Google filed a lawsuit on Friday against a Texas data scraping company, accusing the company of harvesting copyrighted content through hundreds of millions of fake Google search requests and stealing it "for free on an astonishing scale." The lawsuit against Serp Application Programming Interface (SerpApi) was filed by Google in California federal court. The complaint alleges that the company bypassed Google's data protection measures to steal content and resell it to third parties.


In October this year, Reddit also filed a similar lawsuit against Serpu API Company and other data scraping agencies, accusing them of stealing platform content to provide training support for the artificial intelligence search engine developed by artificial intelligence startup Perplexity. It’s worth noting that Perplexity was not named in Google’s lawsuit.

A spokesman for Serpe API did not immediately respond to the lawsuit's allegations.

Google General Counsel Halima Dillian Prado said in a statement: "We invest significant resources to combat this type of abuse and protect the content of sites in search results. When our technical security protections are so blatantly circumvented, filing legal action to stop this behavior is our last resort."
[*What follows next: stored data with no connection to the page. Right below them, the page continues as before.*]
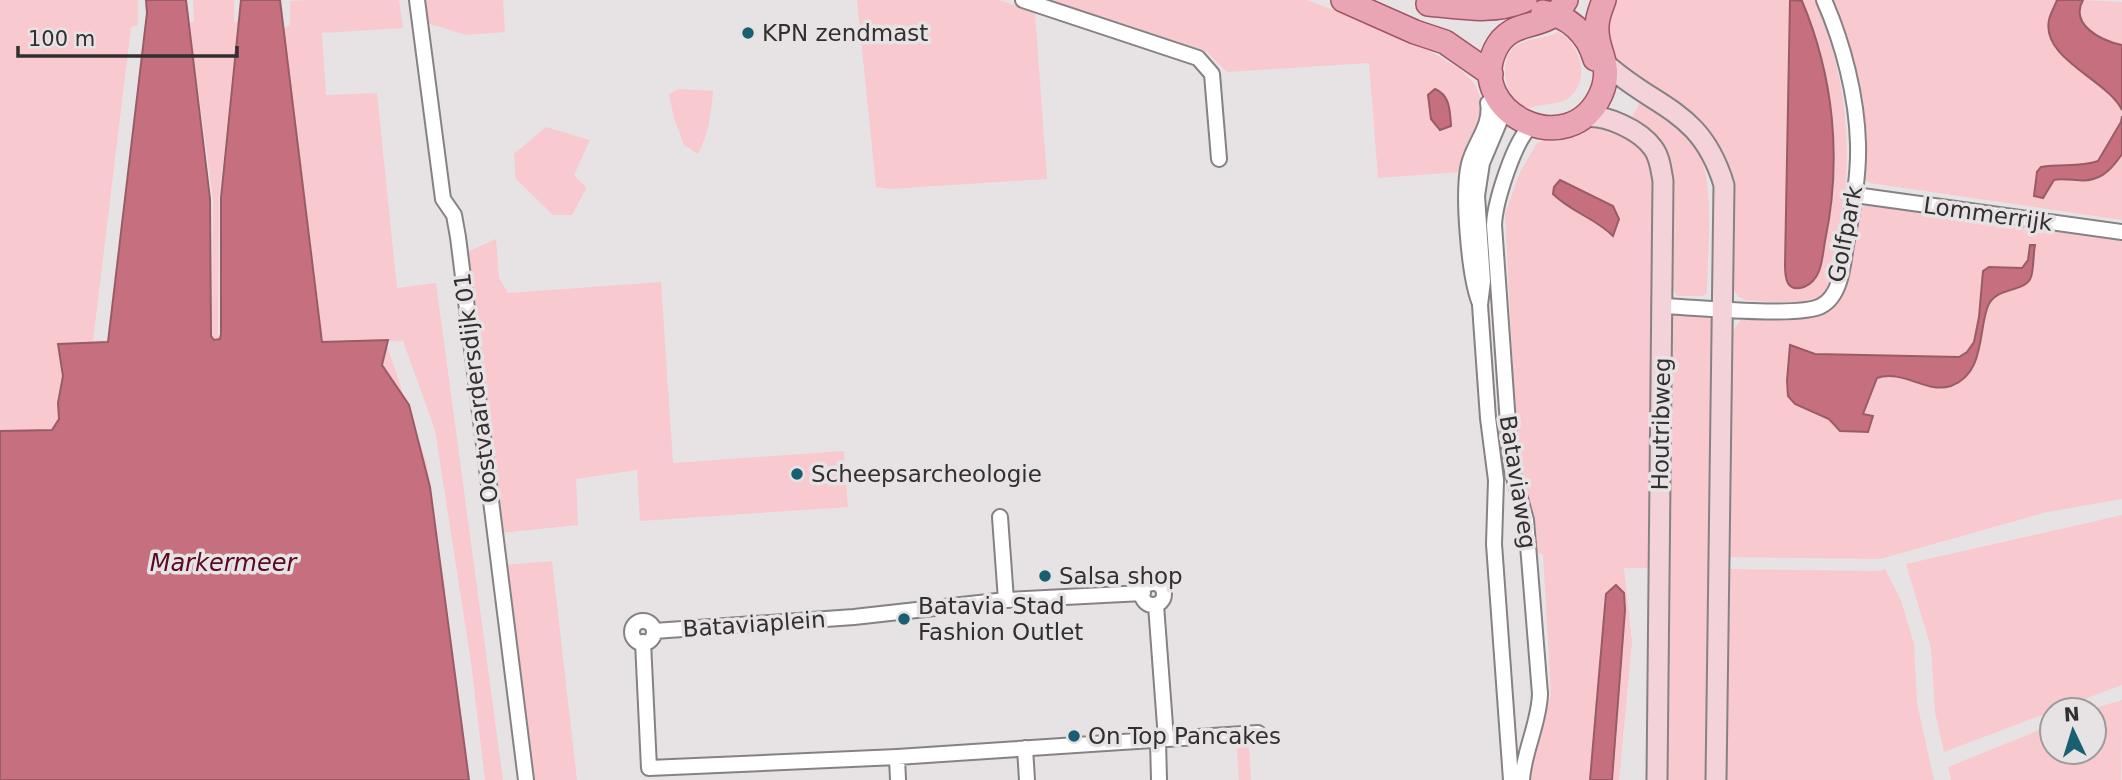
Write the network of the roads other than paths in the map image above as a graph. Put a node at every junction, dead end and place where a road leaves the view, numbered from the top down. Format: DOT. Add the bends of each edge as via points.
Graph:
graph roads {
  1 [pos="417,0"];
  2 [pos="1023,0"];
  3 [pos="1343,0"];
  4 [pos="1597,0"];
  5 [pos="1604,0"];
  6 [pos="1824,0"];
  7 [pos="1420,2"];
  8 [pos="1548,5"];
  9 [pos="1505,24"];
  10 [pos="1592,40"];
  11 [pos="1602,71"];
  12 [pos="1484,73"];
  13 [pos="1495,103"];
  14 [pos="1584,117"];
  15 [pos="1538,127"];
  16 [pos="1219,159"];
  17 [pos="1854,195"];
  18 [pos="2122,232"];
  19 [pos="1662,306"];
  20 [pos="1724,308"];
  21 [pos="1000,517"];
  22 [pos="1006,600"];
  23 [pos="1258,733"];
  24 [pos="1162,739"];
  25 [pos="1025,748"];
  26 [pos="897,757"];
  27 [pos="526,780"];
  28 [pos="898,780"];
  29 [pos="1027,780"];
  30 [pos="1159,780"];
  31 [pos="1511,780"];
  32 [pos="1522,780"];
  33 [pos="1657,780"];
  34 [pos="1716,780"];
  1 -- 27 [label="street, Oostvaardersdijk 01" via="443,199 454,215 458,237"];
  2 -- 16 [label="street" via="1198,58 1212,74"];
  3 -- 12 [label="main road" via="1415,32"];
  4 -- 10 [label="main road" via="1588,19"];
  5 -- 10 [label="main road"];
  6 -- 17 [label="street, Golfpark" via="1849,75 1858,144"];
  7 -- 8 [label="main road" via="1490,9"];
  7 -- 9 [label="main road" via="1482,23"];
  8 -- 9 [label="main road"];
  8 -- 10 [label="main road"];
  8 -- 12 [label="main road" via="1544,22 1509,33"];
  9 -- 12 [label="main road" via="1486,45"];
  10 -- 11 [label="main road"];
  11 -- 14 [label="main road" via="1598,99"];
  11 -- 15 [label="main road" via="1575,109 1547,117"];
  11 -- 20 [label="main road" via="1676,113 1699,132 1715,155 1724,184"];
  12 -- 13 [label="main road"];
  13 -- 15 [label="main road"];
  13 -- 31 [label="street, Bataviaweg" via="1501,118 1478,184 1480,305 1496,466 1494,544"];
  14 -- 15 [label="main road" via="1561,128"];
  14 -- 19 [label="main road, Houtribweg" via="1603,117 1643,137 1655,150 1663,180"];
  15 -- 32 [label="street, Bataviaweg" via="1504,182 1494,225 1512,470 1526,520 1541,694"];
  17 -- 18 [label="street, Lommerrijk"];
  17 -- 20 [label="street, Golfpark" via="1838,284 1826,303 1790,312"];
  19 -- 20 [label="street, Golfpark"];
  19 -- 33 [label="main road, Houtribweg"];
  20 -- 34 [label="main road"];
  21 -- 22 [label="street"];
  22 -- 24 [label="street, Bataviaplein" via="1143,593 1146,602 1156,605"];
  22 -- 26 [label="street, Bataviaplein" via="649,637 649,768"];
  23 -- 24 [label="street, Bataviaplein"];
  24 -- 25 [label="street, Bataviaplein"];
  24 -- 30 [label="street"];
  25 -- 26 [label="street, Bataviaplein"];
  25 -- 29 [label="street"];
  26 -- 28 [label="street"];
}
Google said its search results include authorized copyright content from other companies, covering knowledge panels, Google Maps, Google Shopping and many other services. The complaint states that these "high-quality, content-rich" search results make them a "highly targeted target" for Serp API and its customers.

Google asked the court to order the defendant to compensate an unspecified amount of economic losses and issue an injunction to prohibit the company from continuing to carry out data scraping.

The cause of the case is Google LLC v. Serp API LLC. The court hearing the case is the United States District Court for the Northern District of California, case number 5:25-cv-10826.